• INSTRUCTIONS FOR THE TASK: Each record that follows is to be reproduced character for character, pictures excepted.
START SOURCE RECORDS
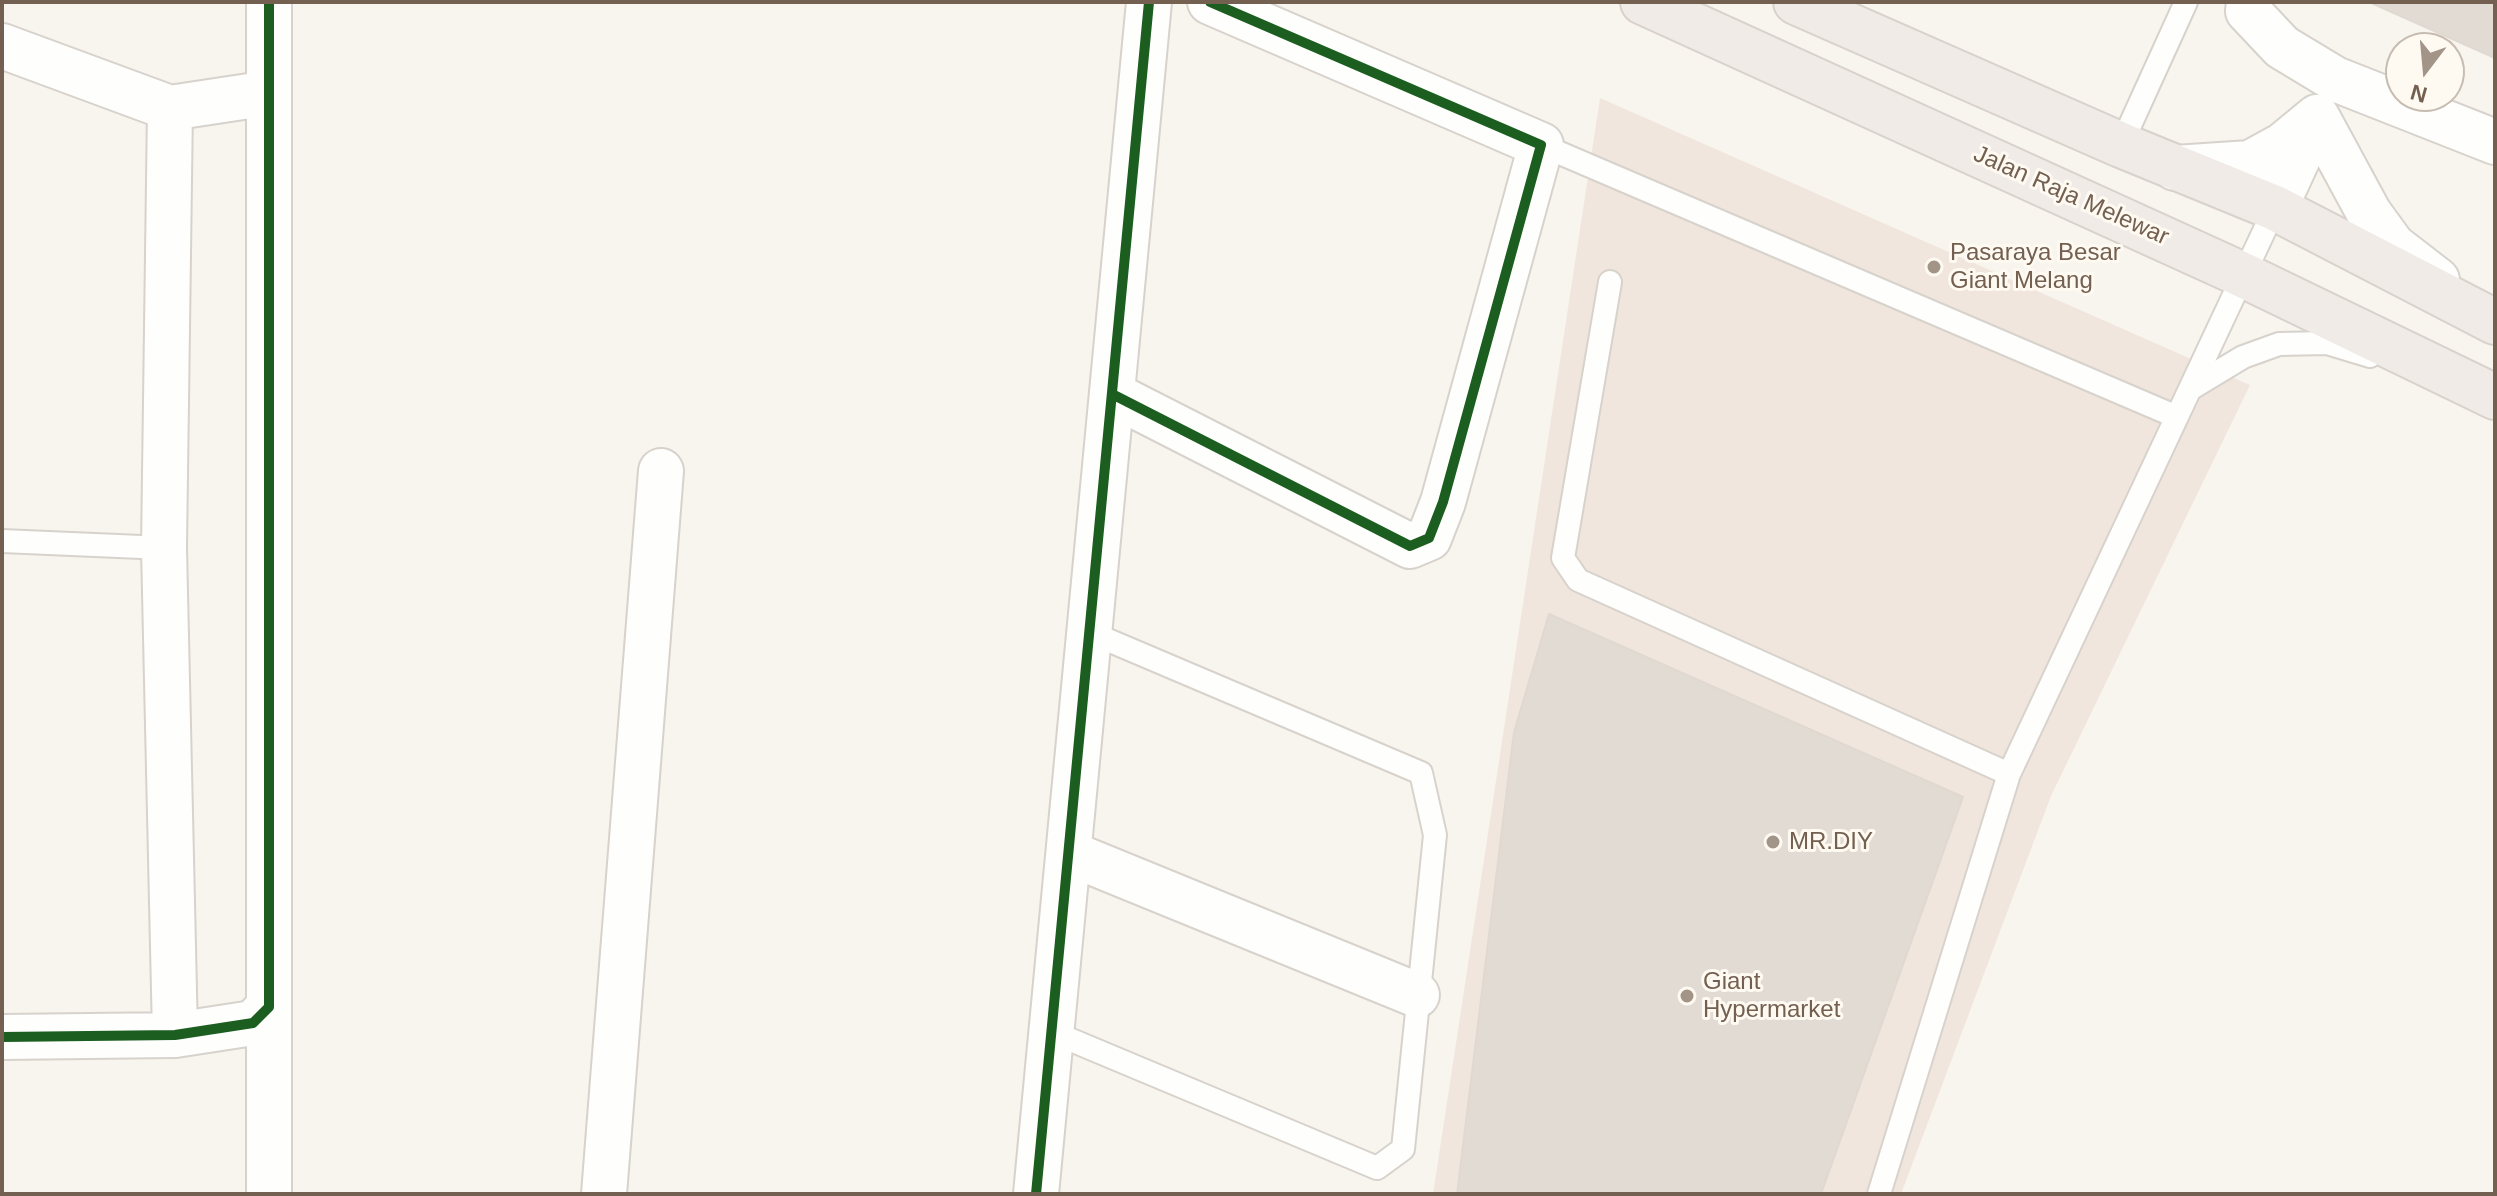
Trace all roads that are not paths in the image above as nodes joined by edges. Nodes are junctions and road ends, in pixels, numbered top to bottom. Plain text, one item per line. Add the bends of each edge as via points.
1 (269, 2) edge
2 (1149, 2) edge
3 (1210, 2) edge
4 (1643, 2) edge
5 (1796, 2) edge
6 (2186, 2) edge
7 (2249, 2) edge
8 (2, 46) edge
9 (269, 93) junction
10 (2326, 98) junction
11 (170, 108) junction
12 (2495, 142) edge
13 (1541, 145) junction
14 (2121, 145) junction
15 (2175, 168) junction
16 (2275, 208) junction
17 (2243, 275) junction
18 (1610, 282) dead end
19 (2489, 319) edge
20 (2190, 389) junction
21 (2483, 392) edge
22 (1112, 394) junction
23 (2177, 417) junction
24 (661, 471) dead end
25 (2, 530) edge
26 (2, 541) edge
27 (164, 548) junction
28 (2, 550) edge
29 (1089, 632) junction
30 (2009, 774) junction
31 (1069, 853) junction
32 (1417, 995) junction
33 (269, 1007) junction
34 (1052, 1032) junction
35 (175, 1035) junction
36 (2, 1037) edge
37 (269, 1194) edge
38 (604, 1194) edge
39 (1036, 1194) edge
40 (1879, 1194) edge

1 - 9 street
2 - 22 street
3 - 13 street
4 - 17 highway, Jalan Raja Melewar
5 - 14 highway
6 - 14 lane
7 - 10 street via 2248,11
8 - 11 street
9 - 11 street
9 - 33 street
10 - 12 street
10 - 15 street via 2283,145 2250,163
10 - 16 street
10 - 19 street via 2369,213 2393,246
11 - 27 street
13 - 22 street via 1429,538 1410,546
13 - 23 lane
14 - 15 highway
15 - 16 highway
16 - 17 lane
16 - 19 highway
17 - 20 lane
17 - 21 highway, Jalan Raja Melewar
18 - 30 lane via 1563,558 1578,580
20 - 21 lane via 2243,357 2279,344 2327,343
20 - 23 lane
22 - 29 street
23 - 30 lane
24 - 38 street
25 - 26 lane
26 - 27 lane
26 - 28 lane
27 - 35 street
29 - 31 street
29 - 32 lane via 1421,773 1435,835
30 - 40 lane
31 - 32 street
31 - 34 street
32 - 34 lane via 1403,1149 1377,1168
33 - 35 street via 253,1023
33 - 37 street
34 - 39 street
35 - 36 street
END SOURCE RECORDS
• RESULT OF THIS EXERCISE:
Trace all roads that are not paths in the image above as nodes joined by edges. Nodes are junctions and road ends, in pixels, numbered top to bottom. Plain text, one item per line. Add the bends of each edge as via points.
1 (269, 2) edge
2 (1149, 2) edge
3 (1210, 2) edge
4 (1643, 2) edge
5 (1796, 2) edge
6 (2186, 2) edge
7 (2249, 2) edge
8 (2, 46) edge
9 (269, 93) junction
10 (2326, 98) junction
11 (170, 108) junction
12 (2495, 142) edge
13 (1541, 145) junction
14 (2121, 145) junction
15 (2175, 168) junction
16 (2275, 208) junction
17 (2243, 275) junction
18 (1610, 282) dead end
19 (2489, 319) edge
20 (2190, 389) junction
21 (2483, 392) edge
22 (1112, 394) junction
23 (2177, 417) junction
24 (661, 471) dead end
25 (2, 530) edge
26 (2, 541) edge
27 (164, 548) junction
28 (2, 550) edge
29 (1089, 632) junction
30 (2009, 774) junction
31 (1069, 853) junction
32 (1417, 995) junction
33 (269, 1007) junction
34 (1052, 1032) junction
35 (175, 1035) junction
36 (2, 1037) edge
37 (269, 1194) edge
38 (604, 1194) edge
39 (1036, 1194) edge
40 (1879, 1194) edge

1 - 9 street
2 - 22 street
3 - 13 street
4 - 17 highway, Jalan Raja Melewar
5 - 14 highway
6 - 14 lane
7 - 10 street via 2248,11
8 - 11 street
9 - 11 street
9 - 33 street
10 - 12 street
10 - 15 street via 2283,145 2250,163
10 - 16 street
10 - 19 street via 2369,213 2393,246
11 - 27 street
13 - 22 street via 1429,538 1410,546
13 - 23 lane
14 - 15 highway
15 - 16 highway
16 - 17 lane
16 - 19 highway
17 - 20 lane
17 - 21 highway, Jalan Raja Melewar
18 - 30 lane via 1563,558 1578,580
20 - 21 lane via 2243,357 2279,344 2327,343
20 - 23 lane
22 - 29 street
23 - 30 lane
24 - 38 street
25 - 26 lane
26 - 27 lane
26 - 28 lane
27 - 35 street
29 - 31 street
29 - 32 lane via 1421,773 1435,835
30 - 40 lane
31 - 32 street
31 - 34 street
32 - 34 lane via 1403,1149 1377,1168
33 - 35 street via 253,1023
33 - 37 street
34 - 39 street
35 - 36 street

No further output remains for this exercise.